O presidente Luiz Inácio Lula da Silva (PT) poderá nomear nos próximos meses dois ministros para o Superior Tribunal Militar (STM), tribunal responsável por analisar casos relacionados à perda de patente de oficiais das Forças Armadas condenados pelo Supremo Tribunal Federal (STF) por envolvimento na suposta tentativa de golpe de Estado.
Entre os militares que poderão ser julgados estão os ex-comandantes Paulo Sérgio Nogueira (Exército) e Almir Garnier Santos (Marinha). As vagas surgem com a aposentadoria compulsória de dois integrantes do STM que completam 75 anos ainda este ano: Marco Antônio de Farias, em outubro, e Odilson Sampaio Benzi, em novembro.

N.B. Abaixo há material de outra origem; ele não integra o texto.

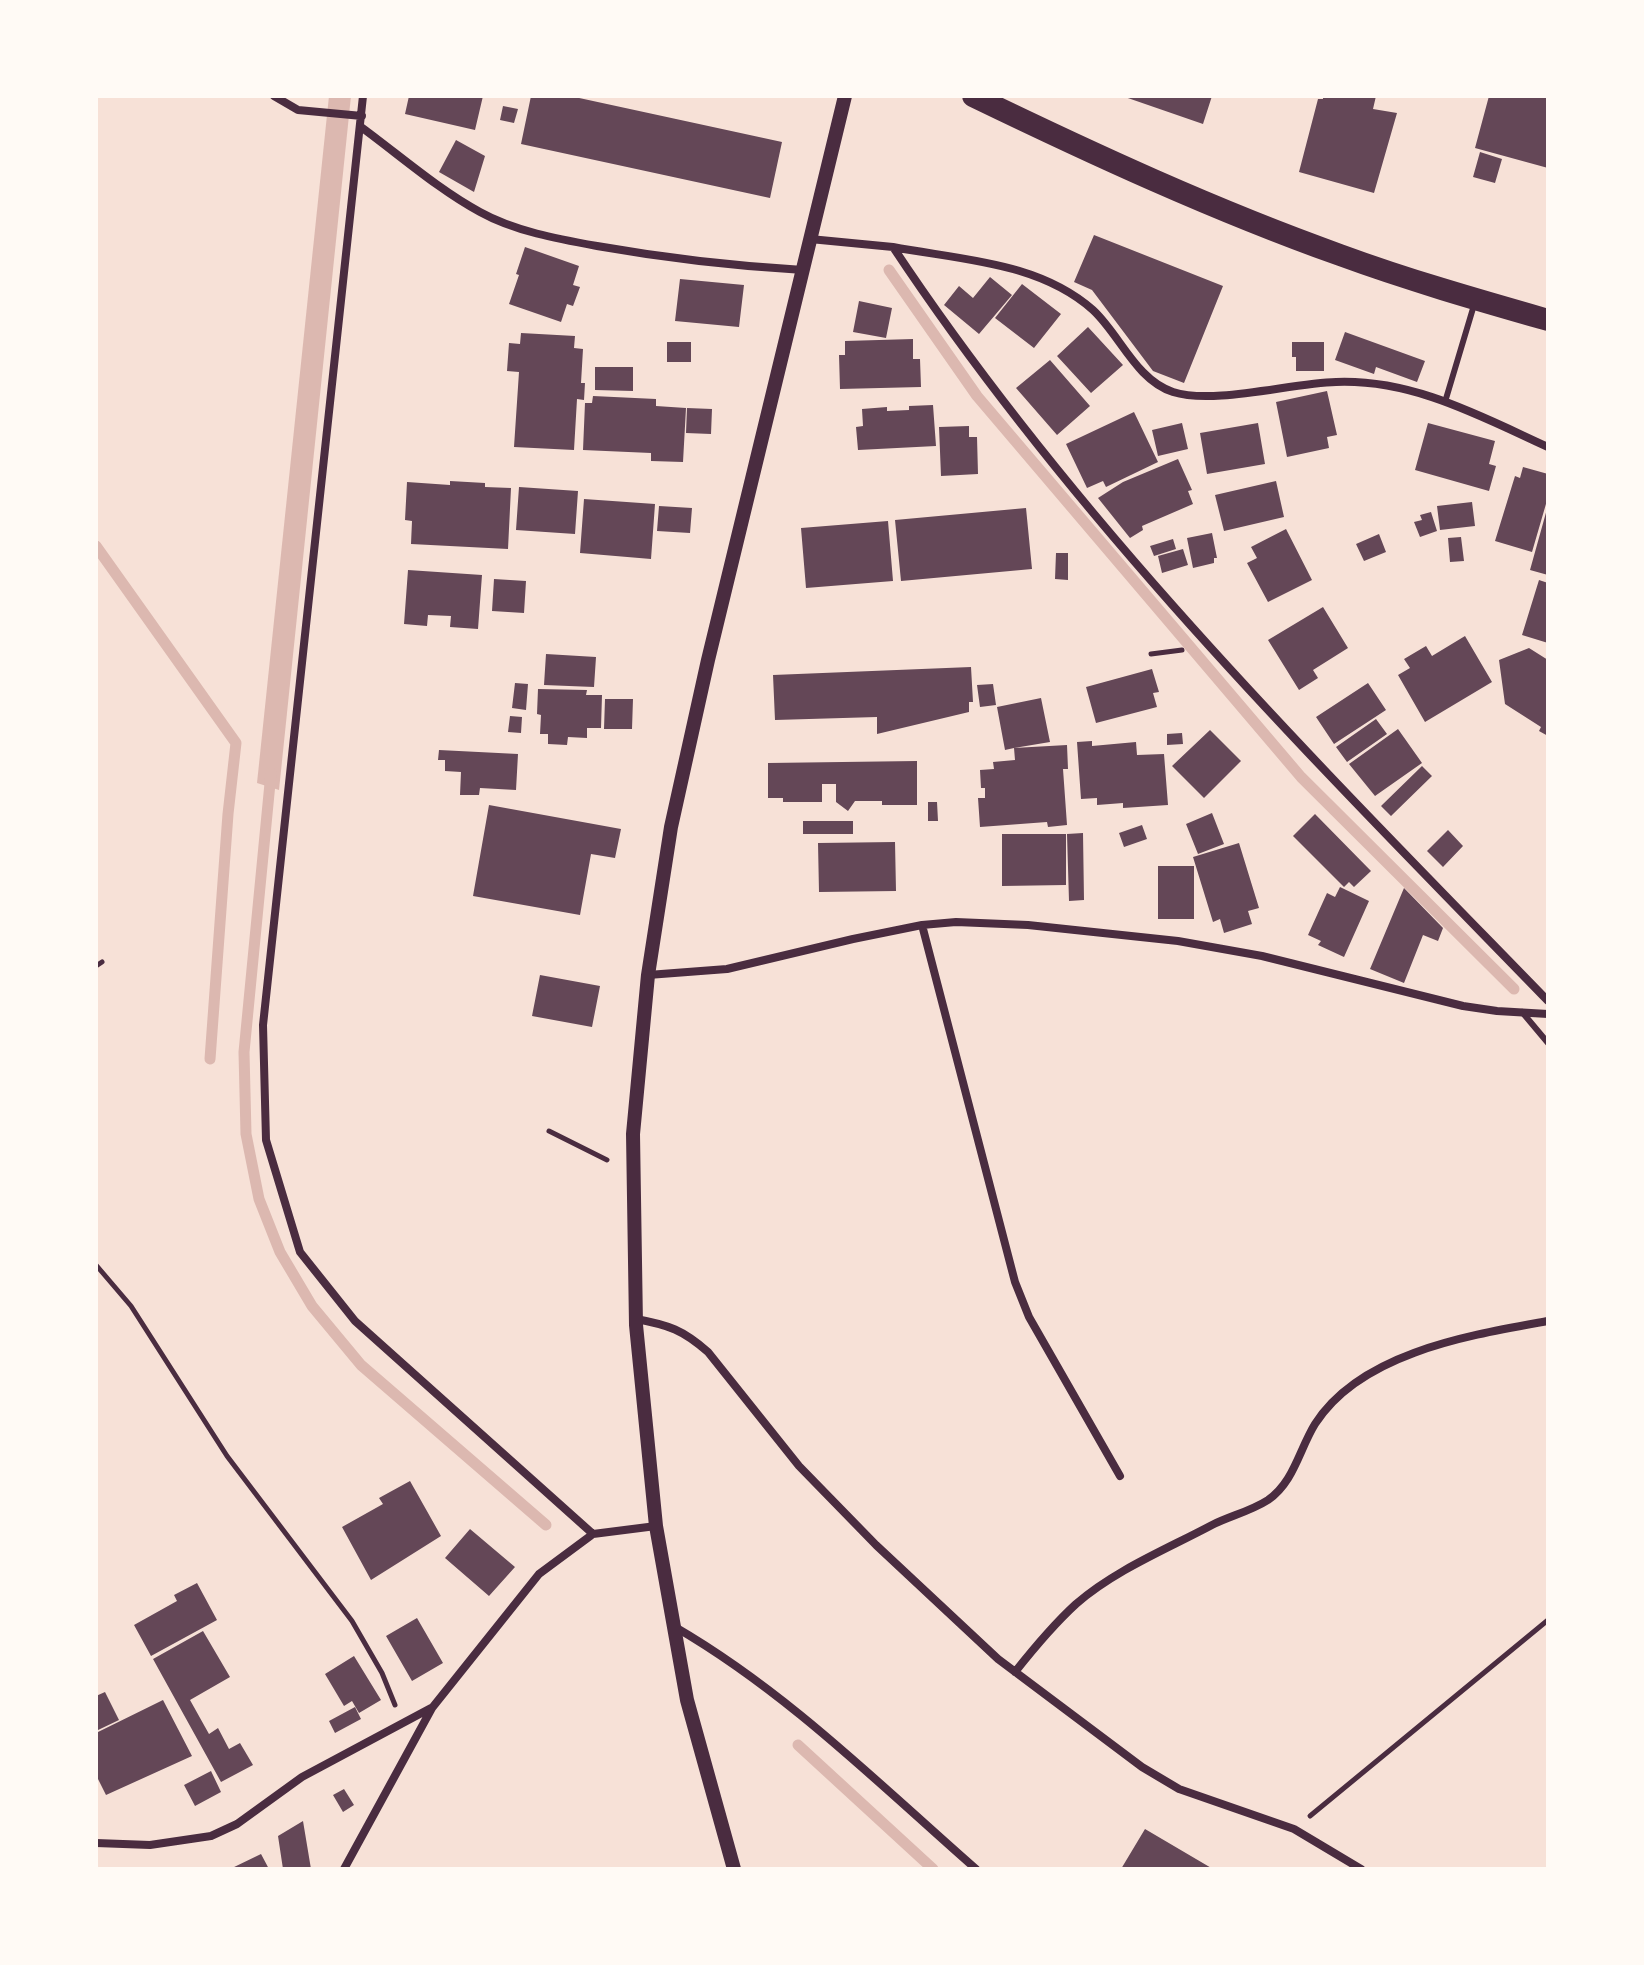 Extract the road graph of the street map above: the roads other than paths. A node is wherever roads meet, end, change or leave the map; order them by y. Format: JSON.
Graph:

Com essas futuras nomeações, Lula terá indicado quatro ministros ao STM durante seu terceiro mandato, incluindo o general Guido Amin Naves e a advogada Verônica Sterman. O tribunal é formado por 15 ministros, sendo que quatro cadeiras são reservadas ao Exército, três à Marinha, três à Aeronáutica e cinco a civis – três advogados e dois membros do Ministério Público Militar. Todas as indicações civis e militares precisam de aprovação pelo Senado Federal.
Além de Bolsonaro, outros oficiais de alta patente, como o ex-ministro da Defesa Walter Braga Netto e o ex-chefe do Gabinete de Segurança Institucional Augusto Heleno, também podem enfrentar processos no tribunal militar. Conforme o Estatuto dos Militares, condenações em tribunais civis ou militares que resultem em pena superior a dois anos podem levar à perda de patente dos integrantes das Forças Armadas.